'''
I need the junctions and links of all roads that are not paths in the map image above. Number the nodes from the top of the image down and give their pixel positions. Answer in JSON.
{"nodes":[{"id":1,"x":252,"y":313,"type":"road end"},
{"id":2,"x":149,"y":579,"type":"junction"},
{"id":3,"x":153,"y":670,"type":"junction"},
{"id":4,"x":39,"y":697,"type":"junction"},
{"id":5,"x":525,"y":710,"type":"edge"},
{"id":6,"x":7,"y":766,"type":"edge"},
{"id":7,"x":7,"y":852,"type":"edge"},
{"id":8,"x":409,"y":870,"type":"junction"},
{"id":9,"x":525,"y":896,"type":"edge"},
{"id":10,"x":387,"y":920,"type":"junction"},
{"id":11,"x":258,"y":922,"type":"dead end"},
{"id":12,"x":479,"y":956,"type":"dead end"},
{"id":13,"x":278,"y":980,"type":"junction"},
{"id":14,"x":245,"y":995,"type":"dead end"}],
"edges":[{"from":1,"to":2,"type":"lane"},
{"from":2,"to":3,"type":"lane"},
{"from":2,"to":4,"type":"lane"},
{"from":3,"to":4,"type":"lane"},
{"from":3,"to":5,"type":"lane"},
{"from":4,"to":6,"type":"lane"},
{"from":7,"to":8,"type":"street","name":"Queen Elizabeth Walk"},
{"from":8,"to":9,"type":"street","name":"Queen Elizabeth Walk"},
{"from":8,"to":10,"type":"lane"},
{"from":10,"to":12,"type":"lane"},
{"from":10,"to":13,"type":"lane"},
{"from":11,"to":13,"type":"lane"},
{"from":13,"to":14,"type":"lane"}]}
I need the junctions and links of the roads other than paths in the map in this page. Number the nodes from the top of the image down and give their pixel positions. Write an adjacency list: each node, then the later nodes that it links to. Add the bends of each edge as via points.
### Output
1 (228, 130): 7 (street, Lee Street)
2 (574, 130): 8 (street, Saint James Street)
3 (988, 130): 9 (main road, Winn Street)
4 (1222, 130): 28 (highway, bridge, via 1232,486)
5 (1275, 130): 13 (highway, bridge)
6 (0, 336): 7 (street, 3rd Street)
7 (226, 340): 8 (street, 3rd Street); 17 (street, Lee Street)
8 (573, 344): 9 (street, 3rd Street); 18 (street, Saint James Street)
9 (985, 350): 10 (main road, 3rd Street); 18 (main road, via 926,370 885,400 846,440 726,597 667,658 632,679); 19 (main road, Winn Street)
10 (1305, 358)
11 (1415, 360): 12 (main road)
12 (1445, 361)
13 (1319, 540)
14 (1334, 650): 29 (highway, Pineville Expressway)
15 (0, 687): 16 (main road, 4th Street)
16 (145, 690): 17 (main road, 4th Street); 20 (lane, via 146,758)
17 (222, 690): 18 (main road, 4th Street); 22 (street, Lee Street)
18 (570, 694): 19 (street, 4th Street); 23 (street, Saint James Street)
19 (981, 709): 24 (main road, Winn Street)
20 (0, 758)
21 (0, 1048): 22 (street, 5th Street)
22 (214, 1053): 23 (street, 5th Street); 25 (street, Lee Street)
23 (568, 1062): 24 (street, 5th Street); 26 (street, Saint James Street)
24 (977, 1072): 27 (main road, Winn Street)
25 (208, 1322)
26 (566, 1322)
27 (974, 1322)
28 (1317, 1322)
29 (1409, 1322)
'''
What you have to do: Quote all of the entries verbatim.

Task response:
I need the junctions and links of all roads that are not paths in the map image above. Number the nodes from the top of the image down and give their pixel positions. Answer in JSON.
{"nodes":[{"id":1,"x":252,"y":313,"type":"road end"},
{"id":2,"x":149,"y":579,"type":"junction"},
{"id":3,"x":153,"y":670,"type":"junction"},
{"id":4,"x":39,"y":697,"type":"junction"},
{"id":5,"x":525,"y":710,"type":"edge"},
{"id":6,"x":7,"y":766,"type":"edge"},
{"id":7,"x":7,"y":852,"type":"edge"},
{"id":8,"x":409,"y":870,"type":"junction"},
{"id":9,"x":525,"y":896,"type":"edge"},
{"id":10,"x":387,"y":920,"type":"junction"},
{"id":11,"x":258,"y":922,"type":"dead end"},
{"id":12,"x":479,"y":956,"type":"dead end"},
{"id":13,"x":278,"y":980,"type":"junction"},
{"id":14,"x":245,"y":995,"type":"dead end"}],
"edges":[{"from":1,"to":2,"type":"lane"},
{"from":2,"to":3,"type":"lane"},
{"from":2,"to":4,"type":"lane"},
{"from":3,"to":4,"type":"lane"},
{"from":3,"to":5,"type":"lane"},
{"from":4,"to":6,"type":"lane"},
{"from":7,"to":8,"type":"street","name":"Queen Elizabeth Walk"},
{"from":8,"to":9,"type":"street","name":"Queen Elizabeth Walk"},
{"from":8,"to":10,"type":"lane"},
{"from":10,"to":12,"type":"lane"},
{"from":10,"to":13,"type":"lane"},
{"from":11,"to":13,"type":"lane"},
{"from":13,"to":14,"type":"lane"}]}
I need the junctions and links of the roads other than paths in the map in this page. Number the nodes from the top of the image down and give their pixel positions. Write an adjacency list: each node, then the later nodes that it links to. Add the bends of each edge as via points.
### Output
1 (228, 130): 7 (street, Lee Street)
2 (574, 130): 8 (street, Saint James Street)
3 (988, 130): 9 (main road, Winn Street)
4 (1222, 130): 28 (highway, bridge, via 1232,486)
5 (1275, 130): 13 (highway, bridge)
6 (0, 336): 7 (street, 3rd Street)
7 (226, 340): 8 (street, 3rd Street); 17 (street, Lee Street)
8 (573, 344): 9 (street, 3rd Street); 18 (street, Saint James Street)
9 (985, 350): 10 (main road, 3rd Street); 18 (main road, via 926,370 885,400 846,440 726,597 667,658 632,679); 19 (main road, Winn Street)
10 (1305, 358)
11 (1415, 360): 12 (main road)
12 (1445, 361)
13 (1319, 540)
14 (1334, 650): 29 (highway, Pineville Expressway)
15 (0, 687): 16 (main road, 4th Street)
16 (145, 690): 17 (main road, 4th Street); 20 (lane, via 146,758)
17 (222, 690): 18 (main road, 4th Street); 22 (street, Lee Street)
18 (570, 694): 19 (street, 4th Street); 23 (street, Saint James Street)
19 (981, 709): 24 (main road, Winn Street)
20 (0, 758)
21 (0, 1048): 22 (street, 5th Street)
22 (214, 1053): 23 (street, 5th Street); 25 (street, Lee Street)
23 (568, 1062): 24 (street, 5th Street); 26 (street, Saint James Street)
24 (977, 1072): 27 (main road, Winn Street)
25 (208, 1322)
26 (566, 1322)
27 (974, 1322)
28 (1317, 1322)
29 (1409, 1322)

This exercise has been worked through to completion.